-- PROBLEM REQUIREMENTS --
If a line in the listing includes the word "Left", copy it out.

*** Block opens ***

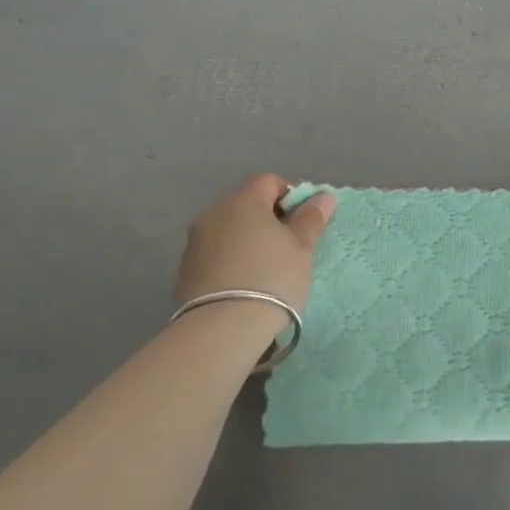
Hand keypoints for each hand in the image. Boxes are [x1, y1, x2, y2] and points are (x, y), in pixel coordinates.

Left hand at [174, 175, 335, 312]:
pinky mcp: (184, 270)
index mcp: (244, 201)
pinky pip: (214, 254)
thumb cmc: (272, 278)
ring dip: (246, 240)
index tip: (303, 221)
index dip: (290, 195)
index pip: (269, 181)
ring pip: (228, 230)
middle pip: (246, 205)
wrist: (222, 328)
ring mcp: (195, 242)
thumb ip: (311, 218)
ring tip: (264, 269)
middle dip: (267, 219)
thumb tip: (324, 196)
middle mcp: (214, 213)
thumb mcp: (302, 248)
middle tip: (288, 247)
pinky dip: (230, 261)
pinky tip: (243, 285)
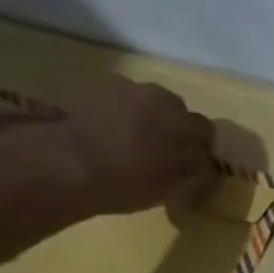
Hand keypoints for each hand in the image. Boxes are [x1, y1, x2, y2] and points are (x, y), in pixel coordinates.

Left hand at [55, 77, 215, 214]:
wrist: (68, 163)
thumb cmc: (132, 178)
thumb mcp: (177, 183)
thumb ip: (196, 166)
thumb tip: (203, 159)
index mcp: (182, 120)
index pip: (205, 128)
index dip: (203, 146)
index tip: (196, 162)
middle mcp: (155, 95)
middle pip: (174, 108)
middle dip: (174, 125)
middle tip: (166, 150)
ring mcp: (120, 89)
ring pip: (144, 102)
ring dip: (146, 117)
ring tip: (137, 141)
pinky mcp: (90, 91)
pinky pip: (116, 102)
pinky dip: (120, 115)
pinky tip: (113, 134)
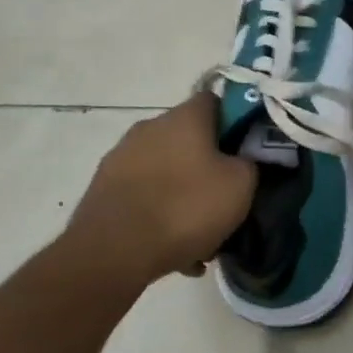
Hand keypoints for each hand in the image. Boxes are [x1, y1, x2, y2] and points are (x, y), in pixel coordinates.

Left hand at [63, 93, 255, 290]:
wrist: (112, 252)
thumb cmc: (185, 208)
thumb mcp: (240, 186)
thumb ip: (250, 164)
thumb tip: (243, 160)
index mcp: (184, 116)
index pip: (216, 101)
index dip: (235, 122)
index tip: (246, 150)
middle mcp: (150, 126)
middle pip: (189, 138)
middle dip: (207, 164)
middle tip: (224, 197)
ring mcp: (121, 157)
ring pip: (165, 171)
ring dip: (182, 194)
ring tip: (199, 236)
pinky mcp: (102, 189)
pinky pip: (143, 196)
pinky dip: (158, 216)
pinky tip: (173, 252)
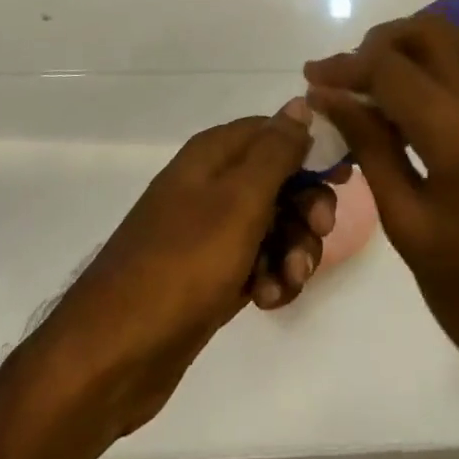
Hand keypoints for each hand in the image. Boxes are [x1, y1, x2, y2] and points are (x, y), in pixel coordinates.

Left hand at [30, 99, 338, 439]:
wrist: (113, 355)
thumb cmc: (182, 265)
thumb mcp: (238, 200)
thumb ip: (274, 151)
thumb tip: (300, 103)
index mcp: (214, 155)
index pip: (275, 131)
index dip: (312, 149)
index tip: (344, 176)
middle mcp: (212, 185)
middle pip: (280, 180)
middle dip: (306, 207)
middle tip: (321, 233)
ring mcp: (210, 232)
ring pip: (274, 225)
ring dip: (292, 250)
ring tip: (288, 280)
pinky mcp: (210, 275)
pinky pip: (257, 263)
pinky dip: (270, 278)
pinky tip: (268, 301)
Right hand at [305, 17, 458, 406]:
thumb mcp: (409, 227)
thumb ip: (370, 148)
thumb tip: (330, 98)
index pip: (392, 68)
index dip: (345, 67)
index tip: (312, 79)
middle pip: (431, 32)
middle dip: (381, 41)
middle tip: (347, 76)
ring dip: (414, 45)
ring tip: (376, 81)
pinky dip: (441, 63)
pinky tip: (414, 101)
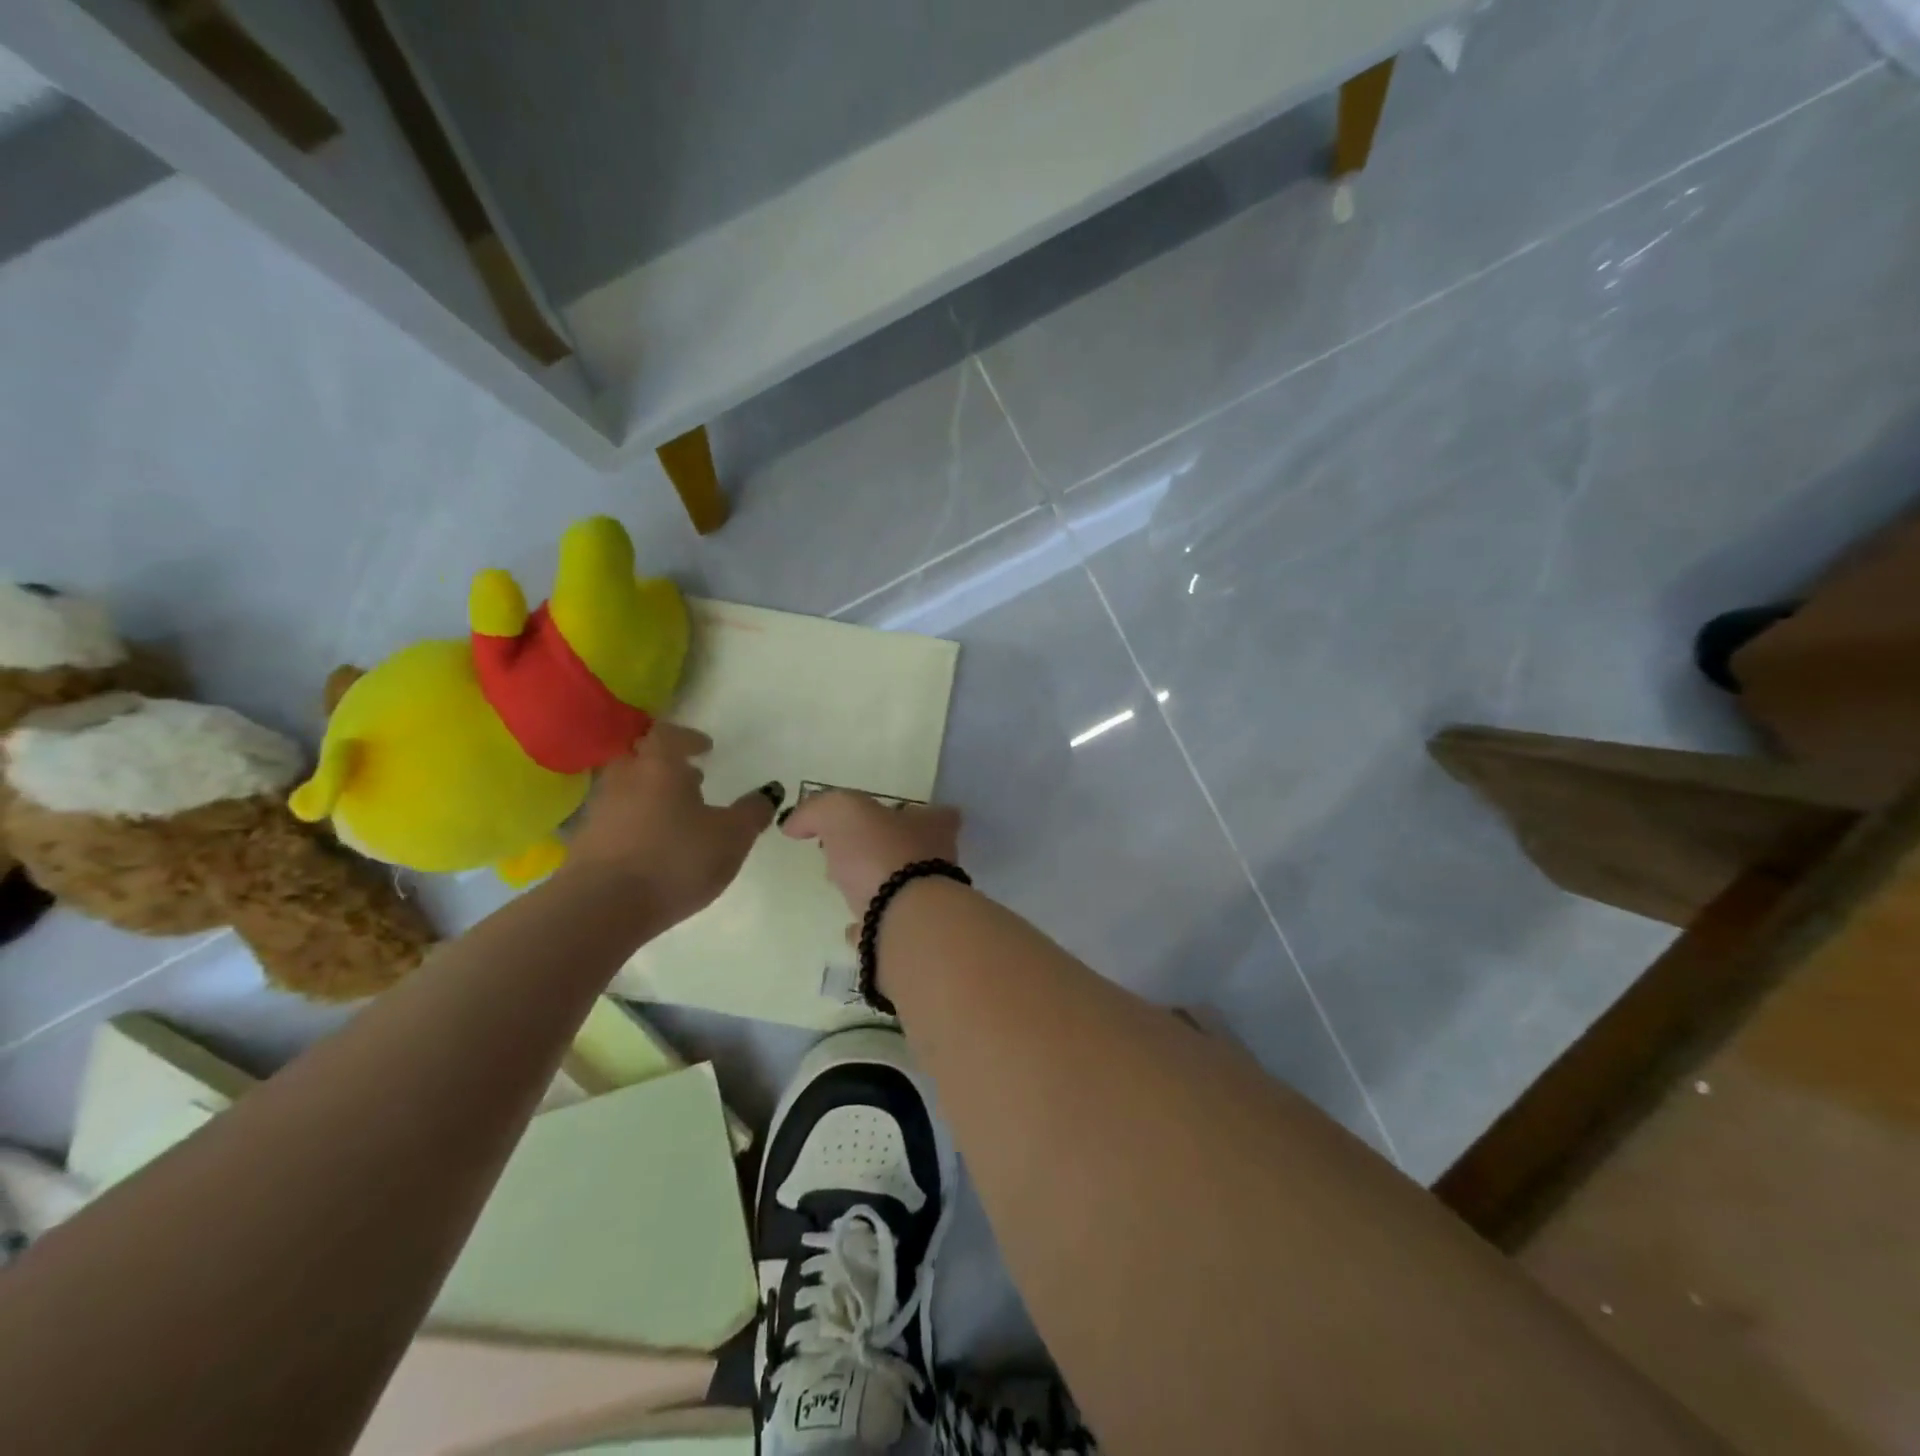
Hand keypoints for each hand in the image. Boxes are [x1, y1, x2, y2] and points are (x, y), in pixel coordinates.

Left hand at [568, 724, 781, 924]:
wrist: (601, 909)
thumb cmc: (675, 860)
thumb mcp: (732, 837)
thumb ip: (752, 812)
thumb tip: (769, 791)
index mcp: (659, 766)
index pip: (668, 734)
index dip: (688, 738)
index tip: (705, 748)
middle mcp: (624, 780)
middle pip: (641, 758)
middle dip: (666, 765)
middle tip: (691, 780)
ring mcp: (598, 811)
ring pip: (625, 790)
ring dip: (649, 795)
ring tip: (676, 816)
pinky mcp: (584, 844)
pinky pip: (614, 821)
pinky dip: (634, 824)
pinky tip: (652, 846)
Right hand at [779, 791, 961, 914]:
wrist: (905, 922)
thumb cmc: (883, 854)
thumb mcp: (843, 812)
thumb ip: (818, 810)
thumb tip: (794, 823)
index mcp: (932, 828)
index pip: (937, 815)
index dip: (912, 814)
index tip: (886, 818)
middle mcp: (939, 864)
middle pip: (917, 852)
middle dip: (886, 851)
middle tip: (852, 853)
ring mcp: (930, 904)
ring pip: (904, 890)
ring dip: (879, 888)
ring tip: (847, 890)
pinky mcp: (913, 938)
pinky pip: (889, 928)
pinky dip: (872, 927)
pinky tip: (853, 930)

*** Block closes ***

-- EXPECTED OUTPUT --
Left hand at [174, 175, 335, 312]:
Left hand at [55, 77, 215, 214]:
Left hand at [63, 93, 255, 290]:
Left hand at [30, 99, 338, 439]:
Left hand at [568, 724, 781, 924]:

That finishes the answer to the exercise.